И дело в суде разбирали без Шеляткина – в роли ответчика выступали его жена и дочь. Дубровина, Павлюченков, Пустовойт и Пассек участвовали в судебном разбирательстве на стороне Коршуновых.

Хочу обрадовать читателя: дело окончилось победой Шеляткина, победой ослепительной, ошеломляющей. Народный суд не только отклонил иск как бездоказательный, но и высмеял его в решении (и за Эксперимент, и за анекдотическую ссылку Коршуновых на собственное «чутье», позволяющее им будто бы точно определять, откуда исходит загадочный шум). Но мало этого, мало – народный суд посулил, что если и дальше будет омрачаться покой тяжело больного человека, то последуют частные определения, осуждающие поведение и Коршуновых, и товарищеского суда.

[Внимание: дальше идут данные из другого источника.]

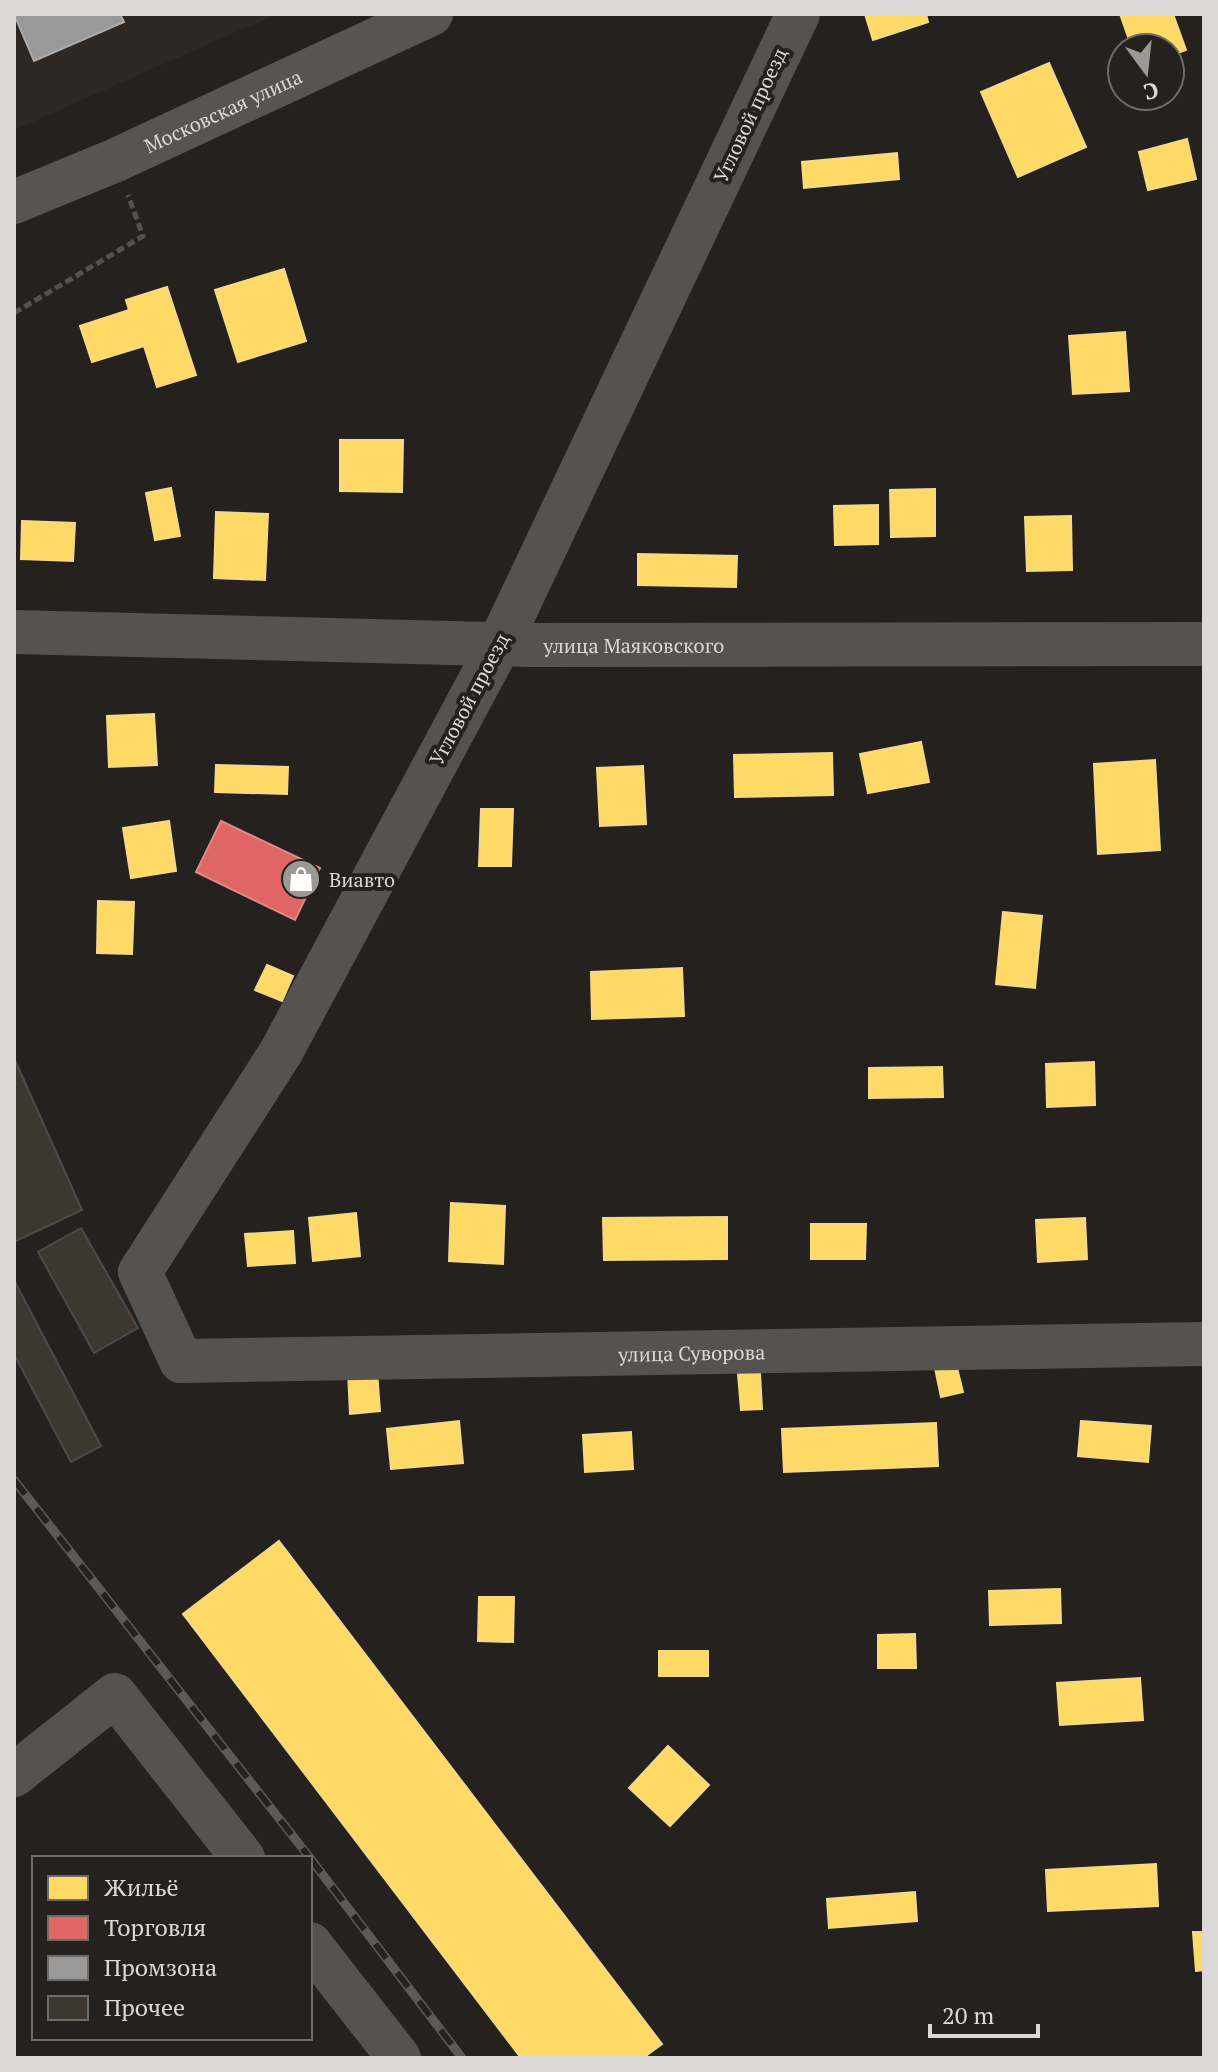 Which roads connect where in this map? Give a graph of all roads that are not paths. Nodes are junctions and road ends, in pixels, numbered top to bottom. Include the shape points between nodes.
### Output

Если бы было в обычае публиковать судебные очерки с иллюстрациями, то я бы в этом месте поместил репродукцию известной античной фигуры – богини Победы Ники.

Дошла она до нас, конечно, с большими потерями: без рук и без головы – и все же заключает в себе великолепие полета. Она летит навстречу бессмертию. Полетели домой к Шеляткину и родные ему люди – жена и дочь, рассказали о победе. Он узнал о ней.

Ночью он умер.


Герцен был раскрыт на двадцать втором томе.

Да, я чуть было не забыл: накануне суда разыгралось нечто фантасмагорическое. Днем, когда Шеляткин был один, явились Трое. Тот, что был посередине, статный, улыбающийся, излучающий жизнелюбие, как лазер лучи, назвал себя Оперативником из Большого Дома. Шеляткин не удивился. Он уже устал удивляться – кто только не побывал у него за последние месяцы! – он утратил дар удивления, не утратив дара страдания, что, наверное, для сердца особенно нехорошо.

Остальных двух широкоплечий назвал, улыбаясь, Понятыми. Шеляткин и это выслушал равнодушно, он сидел у окна, дышал, ждал, что будет дальше. А дальше последовало нечто настолько странное, что даже у Шеляткина шевельнулось в душе что-то похожее на удивление. Статный, жизнелюбивый вдруг ловко, будто показывая акробатический этюд, упал лицом на ковер, артистически точно амортизируя падение сильными руками; чихнул от пыли, по-пластунски пополз к тахте, нырнул под нее, как ящерица, замер, чуть ерзая от нетерпения – искал что-то – по ковру ногами. Ничего не обнаружив, вынырнул, изящно поднялся, был опечален, но жизнелюбие быстро к нему вернулось.

– Суши сухари, папаша, – улыбнулся он Шеляткину, – покупай плащ-палатку или лучше спальные мешки, выселять будем после суда.

И Тройка удалилась…

Как выяснилось, это был никакой не оперативник, а дальний родственник Коршуновых, мастер по самбо с подающими большие надежды учениками.